Saint-Joseph : un trafiquant de zamal récidiviste interpellé et incarcéré
Un homme déjà condamné pour trafic de stupéfiants en 2024 a de nouveau été arrêté dans le Sud de l’île après avoir repris ses activités illégales quelques mois seulement après sa condamnation. Les gendarmes ont mis fin à un trafic local de cannabis qui alimentait plusieurs consommateurs du secteur.
Selon les informations communiquées par les forces de l’ordre, l’individu avait été condamné en mars 2024 par le tribunal judiciaire de Saint-Pierre pour des faits similaires liés à la vente de cannabis. Malgré cette condamnation, il aurait repris son activité dès juin 2024 en proposant de l’herbe de cannabis à la vente sur le réseau social Facebook.
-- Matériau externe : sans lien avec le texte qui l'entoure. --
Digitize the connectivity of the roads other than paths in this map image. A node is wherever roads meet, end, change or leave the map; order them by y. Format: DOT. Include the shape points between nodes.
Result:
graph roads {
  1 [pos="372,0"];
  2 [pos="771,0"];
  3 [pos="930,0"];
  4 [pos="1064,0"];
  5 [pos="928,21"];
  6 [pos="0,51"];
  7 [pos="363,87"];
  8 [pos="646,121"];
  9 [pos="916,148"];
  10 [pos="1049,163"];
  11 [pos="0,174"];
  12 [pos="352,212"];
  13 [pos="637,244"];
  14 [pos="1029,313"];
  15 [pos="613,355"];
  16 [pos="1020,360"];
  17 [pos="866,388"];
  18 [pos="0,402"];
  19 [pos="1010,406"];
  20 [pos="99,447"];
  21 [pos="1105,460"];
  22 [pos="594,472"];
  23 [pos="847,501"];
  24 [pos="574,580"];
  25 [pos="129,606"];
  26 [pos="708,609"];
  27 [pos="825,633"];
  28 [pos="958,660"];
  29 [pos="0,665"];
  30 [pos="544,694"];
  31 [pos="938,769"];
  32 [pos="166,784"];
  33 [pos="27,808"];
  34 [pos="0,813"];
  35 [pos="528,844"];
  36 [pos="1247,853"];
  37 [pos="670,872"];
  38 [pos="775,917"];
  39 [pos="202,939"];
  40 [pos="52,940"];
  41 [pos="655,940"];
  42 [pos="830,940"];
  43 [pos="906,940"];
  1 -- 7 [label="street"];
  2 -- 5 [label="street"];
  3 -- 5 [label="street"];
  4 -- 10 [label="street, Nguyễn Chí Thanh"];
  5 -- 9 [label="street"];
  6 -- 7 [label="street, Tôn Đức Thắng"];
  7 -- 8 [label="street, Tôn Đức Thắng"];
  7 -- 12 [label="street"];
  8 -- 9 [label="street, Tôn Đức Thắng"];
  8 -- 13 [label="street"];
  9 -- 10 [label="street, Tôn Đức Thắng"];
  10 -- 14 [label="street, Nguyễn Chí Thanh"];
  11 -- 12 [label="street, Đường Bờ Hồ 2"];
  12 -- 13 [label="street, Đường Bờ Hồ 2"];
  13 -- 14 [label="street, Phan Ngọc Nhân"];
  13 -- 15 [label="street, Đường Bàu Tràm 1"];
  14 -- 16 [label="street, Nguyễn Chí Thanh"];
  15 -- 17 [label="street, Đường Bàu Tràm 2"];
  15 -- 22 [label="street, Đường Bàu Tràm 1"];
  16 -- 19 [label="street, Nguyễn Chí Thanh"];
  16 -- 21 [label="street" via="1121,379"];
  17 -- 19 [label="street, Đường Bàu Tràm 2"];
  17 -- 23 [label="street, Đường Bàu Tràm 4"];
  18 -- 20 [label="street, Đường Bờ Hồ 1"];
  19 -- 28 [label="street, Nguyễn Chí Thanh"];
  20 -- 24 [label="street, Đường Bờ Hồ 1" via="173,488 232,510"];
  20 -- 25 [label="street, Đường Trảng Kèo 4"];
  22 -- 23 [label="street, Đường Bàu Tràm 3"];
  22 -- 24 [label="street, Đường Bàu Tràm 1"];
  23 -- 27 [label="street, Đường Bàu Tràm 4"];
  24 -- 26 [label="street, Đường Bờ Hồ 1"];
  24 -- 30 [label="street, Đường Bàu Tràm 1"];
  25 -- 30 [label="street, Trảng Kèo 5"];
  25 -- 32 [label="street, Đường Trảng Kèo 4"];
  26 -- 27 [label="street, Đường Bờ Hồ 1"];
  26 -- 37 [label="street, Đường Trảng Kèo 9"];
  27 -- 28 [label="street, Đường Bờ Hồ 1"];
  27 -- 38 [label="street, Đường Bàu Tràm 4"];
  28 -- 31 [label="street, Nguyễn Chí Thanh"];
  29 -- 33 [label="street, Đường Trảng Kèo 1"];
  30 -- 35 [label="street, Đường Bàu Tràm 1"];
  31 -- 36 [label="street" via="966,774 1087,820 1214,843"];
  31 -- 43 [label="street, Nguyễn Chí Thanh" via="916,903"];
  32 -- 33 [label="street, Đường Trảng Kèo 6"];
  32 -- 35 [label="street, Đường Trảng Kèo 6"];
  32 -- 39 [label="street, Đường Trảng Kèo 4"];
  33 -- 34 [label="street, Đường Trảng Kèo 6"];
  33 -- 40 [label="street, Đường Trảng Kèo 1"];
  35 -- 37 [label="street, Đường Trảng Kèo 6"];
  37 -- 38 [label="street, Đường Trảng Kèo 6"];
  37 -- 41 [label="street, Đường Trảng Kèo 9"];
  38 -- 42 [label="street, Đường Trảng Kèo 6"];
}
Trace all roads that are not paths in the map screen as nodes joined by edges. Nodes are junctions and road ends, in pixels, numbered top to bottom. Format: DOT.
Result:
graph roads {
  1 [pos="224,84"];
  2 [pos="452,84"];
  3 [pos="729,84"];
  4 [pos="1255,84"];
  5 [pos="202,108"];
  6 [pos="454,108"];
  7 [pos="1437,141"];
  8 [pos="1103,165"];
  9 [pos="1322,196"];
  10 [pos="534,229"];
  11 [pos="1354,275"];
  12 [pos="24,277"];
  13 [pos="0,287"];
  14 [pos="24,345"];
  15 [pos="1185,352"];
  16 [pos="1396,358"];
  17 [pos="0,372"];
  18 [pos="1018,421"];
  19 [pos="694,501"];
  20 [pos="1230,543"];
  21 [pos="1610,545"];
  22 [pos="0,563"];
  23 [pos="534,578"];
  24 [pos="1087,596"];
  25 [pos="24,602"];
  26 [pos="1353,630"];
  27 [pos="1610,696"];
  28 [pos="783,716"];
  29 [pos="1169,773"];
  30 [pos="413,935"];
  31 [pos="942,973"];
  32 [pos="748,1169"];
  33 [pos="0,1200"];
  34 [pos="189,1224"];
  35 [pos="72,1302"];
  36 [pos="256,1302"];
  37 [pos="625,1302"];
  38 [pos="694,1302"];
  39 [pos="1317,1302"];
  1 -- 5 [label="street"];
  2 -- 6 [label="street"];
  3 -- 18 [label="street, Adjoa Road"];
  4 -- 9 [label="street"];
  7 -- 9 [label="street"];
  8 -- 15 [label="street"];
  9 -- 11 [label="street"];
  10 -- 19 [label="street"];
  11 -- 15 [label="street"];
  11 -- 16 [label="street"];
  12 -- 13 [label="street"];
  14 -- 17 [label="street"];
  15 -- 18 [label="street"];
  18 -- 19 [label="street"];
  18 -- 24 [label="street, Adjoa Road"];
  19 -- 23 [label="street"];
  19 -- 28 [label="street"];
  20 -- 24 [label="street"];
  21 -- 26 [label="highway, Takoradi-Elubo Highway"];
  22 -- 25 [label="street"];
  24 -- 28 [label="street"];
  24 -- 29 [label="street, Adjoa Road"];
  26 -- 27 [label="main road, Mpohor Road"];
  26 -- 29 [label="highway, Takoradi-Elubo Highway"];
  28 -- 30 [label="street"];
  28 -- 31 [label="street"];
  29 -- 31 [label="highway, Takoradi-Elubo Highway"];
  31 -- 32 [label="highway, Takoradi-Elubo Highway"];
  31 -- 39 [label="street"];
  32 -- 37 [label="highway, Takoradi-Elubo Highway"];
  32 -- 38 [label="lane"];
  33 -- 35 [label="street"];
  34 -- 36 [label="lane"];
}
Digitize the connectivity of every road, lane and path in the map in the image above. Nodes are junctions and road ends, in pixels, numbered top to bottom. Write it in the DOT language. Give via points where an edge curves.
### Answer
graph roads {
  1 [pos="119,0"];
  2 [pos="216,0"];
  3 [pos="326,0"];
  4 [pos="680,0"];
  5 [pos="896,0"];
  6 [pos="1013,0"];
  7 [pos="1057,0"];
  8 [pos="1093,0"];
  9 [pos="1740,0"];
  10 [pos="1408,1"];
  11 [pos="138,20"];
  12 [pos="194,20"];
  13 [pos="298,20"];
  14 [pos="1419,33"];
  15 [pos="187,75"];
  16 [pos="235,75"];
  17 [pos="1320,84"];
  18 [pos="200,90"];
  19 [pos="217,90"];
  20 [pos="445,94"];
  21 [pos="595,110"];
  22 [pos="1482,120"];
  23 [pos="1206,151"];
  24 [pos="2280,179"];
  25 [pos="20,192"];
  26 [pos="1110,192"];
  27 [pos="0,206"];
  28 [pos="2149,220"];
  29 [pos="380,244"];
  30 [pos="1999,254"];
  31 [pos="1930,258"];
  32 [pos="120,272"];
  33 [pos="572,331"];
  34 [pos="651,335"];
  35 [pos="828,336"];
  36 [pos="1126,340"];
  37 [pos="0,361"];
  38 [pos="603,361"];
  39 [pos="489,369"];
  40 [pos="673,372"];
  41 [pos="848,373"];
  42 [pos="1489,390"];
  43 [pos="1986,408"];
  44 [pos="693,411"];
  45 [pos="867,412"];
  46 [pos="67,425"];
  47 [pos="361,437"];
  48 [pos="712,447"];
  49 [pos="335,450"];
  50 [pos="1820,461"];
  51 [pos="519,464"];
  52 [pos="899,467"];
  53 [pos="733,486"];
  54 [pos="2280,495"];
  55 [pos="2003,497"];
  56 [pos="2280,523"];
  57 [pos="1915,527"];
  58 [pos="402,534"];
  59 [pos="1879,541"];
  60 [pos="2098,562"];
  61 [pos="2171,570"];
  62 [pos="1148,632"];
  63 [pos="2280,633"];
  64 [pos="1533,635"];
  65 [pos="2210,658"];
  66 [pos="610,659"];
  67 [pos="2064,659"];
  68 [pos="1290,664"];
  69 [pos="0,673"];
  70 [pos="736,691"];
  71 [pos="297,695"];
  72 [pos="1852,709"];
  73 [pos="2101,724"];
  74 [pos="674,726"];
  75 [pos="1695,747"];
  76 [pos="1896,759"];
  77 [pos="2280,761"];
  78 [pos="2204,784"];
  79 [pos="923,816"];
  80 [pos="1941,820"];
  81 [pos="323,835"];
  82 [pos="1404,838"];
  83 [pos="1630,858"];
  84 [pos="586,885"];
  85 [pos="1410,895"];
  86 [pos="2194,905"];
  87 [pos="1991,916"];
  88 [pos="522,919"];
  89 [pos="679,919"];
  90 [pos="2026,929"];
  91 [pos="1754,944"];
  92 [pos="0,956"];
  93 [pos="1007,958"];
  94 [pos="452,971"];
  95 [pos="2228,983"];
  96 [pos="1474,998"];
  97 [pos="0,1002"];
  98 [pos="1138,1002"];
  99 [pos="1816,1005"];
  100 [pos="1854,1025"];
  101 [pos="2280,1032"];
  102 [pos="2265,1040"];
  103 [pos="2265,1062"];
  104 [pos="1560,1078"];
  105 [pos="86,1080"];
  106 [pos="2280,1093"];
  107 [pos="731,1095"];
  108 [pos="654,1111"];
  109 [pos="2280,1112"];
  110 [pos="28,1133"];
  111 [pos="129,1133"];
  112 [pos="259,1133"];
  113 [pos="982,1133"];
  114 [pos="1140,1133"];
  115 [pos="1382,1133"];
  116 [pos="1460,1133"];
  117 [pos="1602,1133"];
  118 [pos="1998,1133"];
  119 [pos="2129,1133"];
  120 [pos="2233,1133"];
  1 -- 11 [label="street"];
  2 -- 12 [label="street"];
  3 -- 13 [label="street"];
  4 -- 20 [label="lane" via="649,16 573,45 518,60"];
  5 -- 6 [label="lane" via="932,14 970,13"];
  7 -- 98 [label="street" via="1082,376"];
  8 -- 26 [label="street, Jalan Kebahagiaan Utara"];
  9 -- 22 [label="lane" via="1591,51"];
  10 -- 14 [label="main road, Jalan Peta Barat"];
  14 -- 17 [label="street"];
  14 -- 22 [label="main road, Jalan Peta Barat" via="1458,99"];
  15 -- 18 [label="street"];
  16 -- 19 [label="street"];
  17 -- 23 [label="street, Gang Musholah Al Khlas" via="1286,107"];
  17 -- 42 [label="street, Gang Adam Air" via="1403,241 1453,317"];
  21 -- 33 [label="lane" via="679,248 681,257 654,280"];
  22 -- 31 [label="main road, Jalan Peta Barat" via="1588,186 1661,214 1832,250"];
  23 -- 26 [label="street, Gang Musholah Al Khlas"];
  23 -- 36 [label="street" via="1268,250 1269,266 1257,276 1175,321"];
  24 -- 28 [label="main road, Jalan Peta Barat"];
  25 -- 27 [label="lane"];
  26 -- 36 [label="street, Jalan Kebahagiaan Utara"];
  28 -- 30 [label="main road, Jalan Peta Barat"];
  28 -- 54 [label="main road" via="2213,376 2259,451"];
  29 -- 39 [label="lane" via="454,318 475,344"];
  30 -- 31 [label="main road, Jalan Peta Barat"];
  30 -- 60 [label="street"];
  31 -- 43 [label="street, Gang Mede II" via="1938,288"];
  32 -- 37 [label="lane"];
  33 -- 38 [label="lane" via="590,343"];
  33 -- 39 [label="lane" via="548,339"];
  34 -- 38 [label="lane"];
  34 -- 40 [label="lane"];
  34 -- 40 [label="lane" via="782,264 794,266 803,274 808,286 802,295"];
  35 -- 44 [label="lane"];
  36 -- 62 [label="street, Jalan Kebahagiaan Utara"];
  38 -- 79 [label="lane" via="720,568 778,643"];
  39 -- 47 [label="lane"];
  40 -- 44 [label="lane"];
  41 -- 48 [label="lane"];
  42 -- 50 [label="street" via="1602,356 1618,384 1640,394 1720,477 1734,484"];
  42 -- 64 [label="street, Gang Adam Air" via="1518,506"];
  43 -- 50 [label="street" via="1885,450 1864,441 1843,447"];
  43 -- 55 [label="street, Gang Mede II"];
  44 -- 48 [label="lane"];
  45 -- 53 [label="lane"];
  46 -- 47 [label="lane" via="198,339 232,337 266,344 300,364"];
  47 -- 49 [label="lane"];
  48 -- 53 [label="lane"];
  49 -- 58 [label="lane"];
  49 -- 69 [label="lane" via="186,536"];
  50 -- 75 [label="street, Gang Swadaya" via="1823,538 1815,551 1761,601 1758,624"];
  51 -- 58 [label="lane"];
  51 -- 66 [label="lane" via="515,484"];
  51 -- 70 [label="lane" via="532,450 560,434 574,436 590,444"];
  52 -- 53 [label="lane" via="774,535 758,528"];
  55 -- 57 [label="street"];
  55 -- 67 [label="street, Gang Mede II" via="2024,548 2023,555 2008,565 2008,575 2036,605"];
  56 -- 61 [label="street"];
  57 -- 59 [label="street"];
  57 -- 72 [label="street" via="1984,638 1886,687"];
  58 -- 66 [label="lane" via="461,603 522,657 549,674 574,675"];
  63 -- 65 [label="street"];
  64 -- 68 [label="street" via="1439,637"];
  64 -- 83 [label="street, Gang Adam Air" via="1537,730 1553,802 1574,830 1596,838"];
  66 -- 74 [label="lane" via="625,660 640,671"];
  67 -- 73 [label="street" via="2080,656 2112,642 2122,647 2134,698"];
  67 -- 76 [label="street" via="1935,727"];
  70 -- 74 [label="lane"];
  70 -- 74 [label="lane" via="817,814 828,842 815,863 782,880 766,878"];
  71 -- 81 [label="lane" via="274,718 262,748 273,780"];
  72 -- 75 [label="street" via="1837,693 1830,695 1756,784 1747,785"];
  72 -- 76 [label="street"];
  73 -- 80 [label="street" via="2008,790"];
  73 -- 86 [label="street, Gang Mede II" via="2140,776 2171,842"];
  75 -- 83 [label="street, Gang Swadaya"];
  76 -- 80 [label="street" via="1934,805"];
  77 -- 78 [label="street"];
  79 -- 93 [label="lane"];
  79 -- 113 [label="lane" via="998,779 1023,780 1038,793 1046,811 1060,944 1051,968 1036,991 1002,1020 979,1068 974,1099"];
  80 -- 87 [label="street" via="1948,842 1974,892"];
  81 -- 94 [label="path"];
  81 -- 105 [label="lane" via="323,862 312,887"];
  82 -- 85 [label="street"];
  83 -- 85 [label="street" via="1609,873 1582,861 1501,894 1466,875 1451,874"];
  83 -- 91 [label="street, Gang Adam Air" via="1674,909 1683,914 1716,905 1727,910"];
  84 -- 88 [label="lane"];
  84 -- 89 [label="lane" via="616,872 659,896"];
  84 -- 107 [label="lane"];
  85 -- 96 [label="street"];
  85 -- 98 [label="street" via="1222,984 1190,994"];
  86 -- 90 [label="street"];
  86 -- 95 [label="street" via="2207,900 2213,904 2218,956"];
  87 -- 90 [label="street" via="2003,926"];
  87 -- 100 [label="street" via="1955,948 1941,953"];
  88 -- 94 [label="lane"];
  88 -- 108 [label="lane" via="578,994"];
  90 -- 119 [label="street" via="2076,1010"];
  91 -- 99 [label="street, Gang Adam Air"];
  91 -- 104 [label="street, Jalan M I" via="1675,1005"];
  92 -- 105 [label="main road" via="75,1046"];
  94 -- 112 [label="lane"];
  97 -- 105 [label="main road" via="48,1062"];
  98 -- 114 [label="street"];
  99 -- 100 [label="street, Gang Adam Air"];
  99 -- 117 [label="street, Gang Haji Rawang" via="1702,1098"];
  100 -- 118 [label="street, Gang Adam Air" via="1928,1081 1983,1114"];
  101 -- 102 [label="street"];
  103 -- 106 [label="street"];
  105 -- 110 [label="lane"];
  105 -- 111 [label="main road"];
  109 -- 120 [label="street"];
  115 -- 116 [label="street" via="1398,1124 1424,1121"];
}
Alertés par ces annonces, les militaires de la communauté de brigades (COB) de Saint-Joseph ont ouvert une enquête. Les investigations menées ont rapidement permis de mettre au jour un système de revente bien organisé. Les enquêteurs ont notamment découvert une culture de cannabis installée dans le jardin du suspect, ainsi qu’un dispositif de livraison destiné à alimenter les consommateurs de son quartier.
Au fil des investigations, plus d’une centaine d’acheteurs potentiels ont pu être identifiés par les gendarmes.
Lors de l’interpellation du suspect, les forces de l’ordre ont procédé à plusieurs saisies importantes : 718 grammes d’herbe de cannabis, 25 pieds de cannabis, mais aussi des objets interdits comme un poing américain et une bombe lacrymogène.
Présenté au parquet de Saint-Pierre le 3 mars 2026 dans le cadre d’une comparution sur reconnaissance préalable de culpabilité (CRPC), l’homme a été condamné à 12 mois d’emprisonnement. Le tribunal a également prononcé la révocation de 18 mois de sursis issus de sa précédente condamnation. Il a été immédiatement incarcéré.
Le téléphone portable utilisé pour le trafic ainsi que l’argent saisi ont été confisqués.
Les gendarmes soulignent que cette affaire illustre la vigilance des forces de l’ordre face au trafic de stupéfiants, qui demeure une priorité dans le département. Grâce à l’enquête menée par les militaires de Saint-Joseph, ce réseau local de revente a pu être démantelé.